太陽光PPA、グループ工場間で電力融通し導入量1.2MW増加 JFEなど
JFEエンジニアリング(東京都千代田区)は6月1日、JFEエンジニアリング100%出資の子会社で新電力のアーバンエナジー(神奈川県横浜市)が提供する太陽光発電コーポレートPPAサービスを岡山県の笠岡モノパイル製作所に導入したと発表した。
需要家・PPA・EPC(設計・調達・建設)の各機能を、JFEグループ内で内製化したハイブリッド型PPA(オンサイト、一部オフサイト)を活用し、グループ全体のカーボンニュートラル達成を加速させる取り組みだ。
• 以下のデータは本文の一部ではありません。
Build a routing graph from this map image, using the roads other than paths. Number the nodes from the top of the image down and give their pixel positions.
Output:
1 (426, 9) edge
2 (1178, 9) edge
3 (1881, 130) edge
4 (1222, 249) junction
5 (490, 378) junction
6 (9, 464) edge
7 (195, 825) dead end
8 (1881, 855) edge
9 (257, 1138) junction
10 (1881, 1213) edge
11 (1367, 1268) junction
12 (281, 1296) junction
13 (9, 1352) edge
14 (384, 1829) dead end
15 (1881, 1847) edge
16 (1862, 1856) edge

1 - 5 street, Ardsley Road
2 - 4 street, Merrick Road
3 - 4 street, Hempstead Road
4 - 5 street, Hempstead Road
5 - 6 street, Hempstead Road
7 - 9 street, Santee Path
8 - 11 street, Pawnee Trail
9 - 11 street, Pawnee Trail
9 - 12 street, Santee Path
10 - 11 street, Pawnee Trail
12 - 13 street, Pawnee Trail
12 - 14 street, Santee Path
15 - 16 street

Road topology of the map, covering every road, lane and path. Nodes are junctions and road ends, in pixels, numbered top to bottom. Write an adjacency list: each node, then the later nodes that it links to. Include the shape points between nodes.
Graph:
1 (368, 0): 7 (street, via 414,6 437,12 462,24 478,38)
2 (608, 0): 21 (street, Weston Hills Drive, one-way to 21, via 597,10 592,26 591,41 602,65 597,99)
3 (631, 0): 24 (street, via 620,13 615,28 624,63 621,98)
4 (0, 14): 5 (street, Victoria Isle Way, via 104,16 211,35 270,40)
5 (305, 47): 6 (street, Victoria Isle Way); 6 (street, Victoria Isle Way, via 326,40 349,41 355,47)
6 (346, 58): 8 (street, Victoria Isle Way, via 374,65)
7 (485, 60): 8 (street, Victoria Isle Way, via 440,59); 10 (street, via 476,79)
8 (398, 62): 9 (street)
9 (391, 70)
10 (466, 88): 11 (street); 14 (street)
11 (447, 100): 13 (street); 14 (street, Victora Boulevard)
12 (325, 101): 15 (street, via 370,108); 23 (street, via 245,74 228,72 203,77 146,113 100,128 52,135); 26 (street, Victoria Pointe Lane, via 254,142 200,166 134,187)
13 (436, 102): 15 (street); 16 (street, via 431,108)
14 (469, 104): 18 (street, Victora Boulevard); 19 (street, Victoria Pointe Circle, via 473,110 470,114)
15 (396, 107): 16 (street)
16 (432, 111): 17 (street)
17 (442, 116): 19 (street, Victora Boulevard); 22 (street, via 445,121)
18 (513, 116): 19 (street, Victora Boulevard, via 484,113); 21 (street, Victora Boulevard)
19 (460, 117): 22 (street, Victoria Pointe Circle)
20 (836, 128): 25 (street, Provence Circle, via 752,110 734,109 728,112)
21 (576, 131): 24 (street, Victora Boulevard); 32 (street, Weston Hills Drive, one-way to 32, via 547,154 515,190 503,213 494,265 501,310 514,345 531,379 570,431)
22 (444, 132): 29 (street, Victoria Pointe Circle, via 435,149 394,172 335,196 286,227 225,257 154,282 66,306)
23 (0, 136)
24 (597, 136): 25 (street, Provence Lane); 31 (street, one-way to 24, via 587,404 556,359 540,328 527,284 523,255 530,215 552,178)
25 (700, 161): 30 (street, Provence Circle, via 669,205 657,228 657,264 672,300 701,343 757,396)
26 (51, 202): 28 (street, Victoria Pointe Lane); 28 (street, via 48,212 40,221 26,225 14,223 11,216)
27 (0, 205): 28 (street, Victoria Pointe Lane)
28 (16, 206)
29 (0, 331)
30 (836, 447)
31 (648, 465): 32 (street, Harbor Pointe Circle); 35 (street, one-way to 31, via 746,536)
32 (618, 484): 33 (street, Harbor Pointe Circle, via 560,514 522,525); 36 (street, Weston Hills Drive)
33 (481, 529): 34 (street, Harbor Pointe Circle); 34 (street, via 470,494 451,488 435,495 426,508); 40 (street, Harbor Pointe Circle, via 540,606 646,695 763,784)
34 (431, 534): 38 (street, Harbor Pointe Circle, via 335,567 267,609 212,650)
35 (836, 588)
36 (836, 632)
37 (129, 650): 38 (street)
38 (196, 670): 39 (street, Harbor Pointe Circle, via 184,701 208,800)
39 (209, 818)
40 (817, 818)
余剰電力をグループ内で融通、太陽光パネル導入量を約1.2MW分UP 風力発電の構造物製造に活用
今回の取り組みでは、アーバンエナジーがPPA契約で太陽光発電設備の設置から保守までを一体的に行う。なお太陽光発電設備のEPCを担ったのは同じくJFEエンジニアリング100%子会社のJFEテクノス(神奈川県横浜市)。
笠岡モノパイル製作所のオンサイトに設置された太陽光発電設備は5.3MW規模で、年間発電量は6,440MWh。これにより、3,290t/年のCO2排出量が削減されるとともに、エネルギーコストが約1割削減される見込みだ。
また、この取り組みでは笠岡モノパイル製作所に設置した発電設備による余剰電力を、隣接するJFEスチール 西日本製鉄所(福山地区)へ融通することで再エネ導入量の最大化が図られている。これにより笠岡モノパイル製作所が単独で導入する場合と比較して約1.2MW分の太陽光発電設備の増設が可能となった。
なおモノパイルとは、洋上風力発電において風車とタワー(支柱) を海中で支える円筒形の巨大な構造物だ。笠岡モノパイル製作所は、日本唯一のモノパイル製造拠点として2024年4月1日より稼働しており、同拠点では最大で直径12m、板厚130mm、長さ100m程度、重量約2500t/基のモノパイルを製造できる。
同社は、再生可能エネルギーで新たな再エネ設備を製造する今回の取り組みを「再エネが再エネを生む」脱炭素の循環モデルだと主張している。今後も他の自社拠点にもPPAサービスなどを活用した再エネ導入を推進し、事業活動におけるゼロエミッション化を目指す方針だ。なお同社は2021年4月より鶴見製作所においてPPAモデルを導入している。
また、グループ社のアーバンエナジーは、2021年度にコーポレートPPAサービスを開始し、累計発電容量100MW以上のPPAサービスを提供してきた。今後も、同社グループのエンジニアリング技術とグループ内連携を活かしたPPAサービスを展開し、同社グループの8次中期経営計画の最終年度となる2027年度に累計発電容量200MW達成を目指す。
グループ内完結型の再エネ「自産自消モデル」の事例
JFEグループの「グループ完結型」に近い取り組みを行っている他社の事例として、JR西日本グループのオフサイトPPAモデルなどがある。JR西日本不動産開発(大阪府大阪市)が、自社グループの遊休地などに太陽光発電設備を設置。そこで生み出された電力を、中国電力(広島県広島市)を介して、JR西日本グループの主要な需要家である商業施設(広島の新駅ビル「ミナモア」など)へ供給する。グループ内の開発事業者が、グループ内の土地や資産を使って発電事業を行い、グループ内の商業施設で消費する、巨大企業のスケールメリットを活かしたグループ内完結型の再エネ自産自消モデルだ。
また、NTTグループも、NTTアノードエナジー(東京都港区)が提供するオンサイト/オフサイトPPAのスキームで再エネ導入を行い、グループ社の脱炭素化を加速している。NTTドコモ(東京都千代田区)は2025年7月1日、NTTアノードエナジーのオフサイト型コーポレートPPAを活用し、再エネ電力を関東・関西・中国エリアの同社通信ビルに導入すると発表した。年間の供給量は約59GWh。これにより、全国で合計32の同社通信ビルの再エネ化を完了するとした。対象施設には、同社の通信基盤を支える上で重要な「NTTドコモ代々木ビル」「NTTドコモ品川ビル」「NTTドコモ大阪南港ビル」などが含まれており、再エネ電力で賄えない分については非化石証書で充当し、各ビルの自社使用分電力の100%再エネ化を目指す。なおGHG排出量は年間2万6000トン削減される見込み。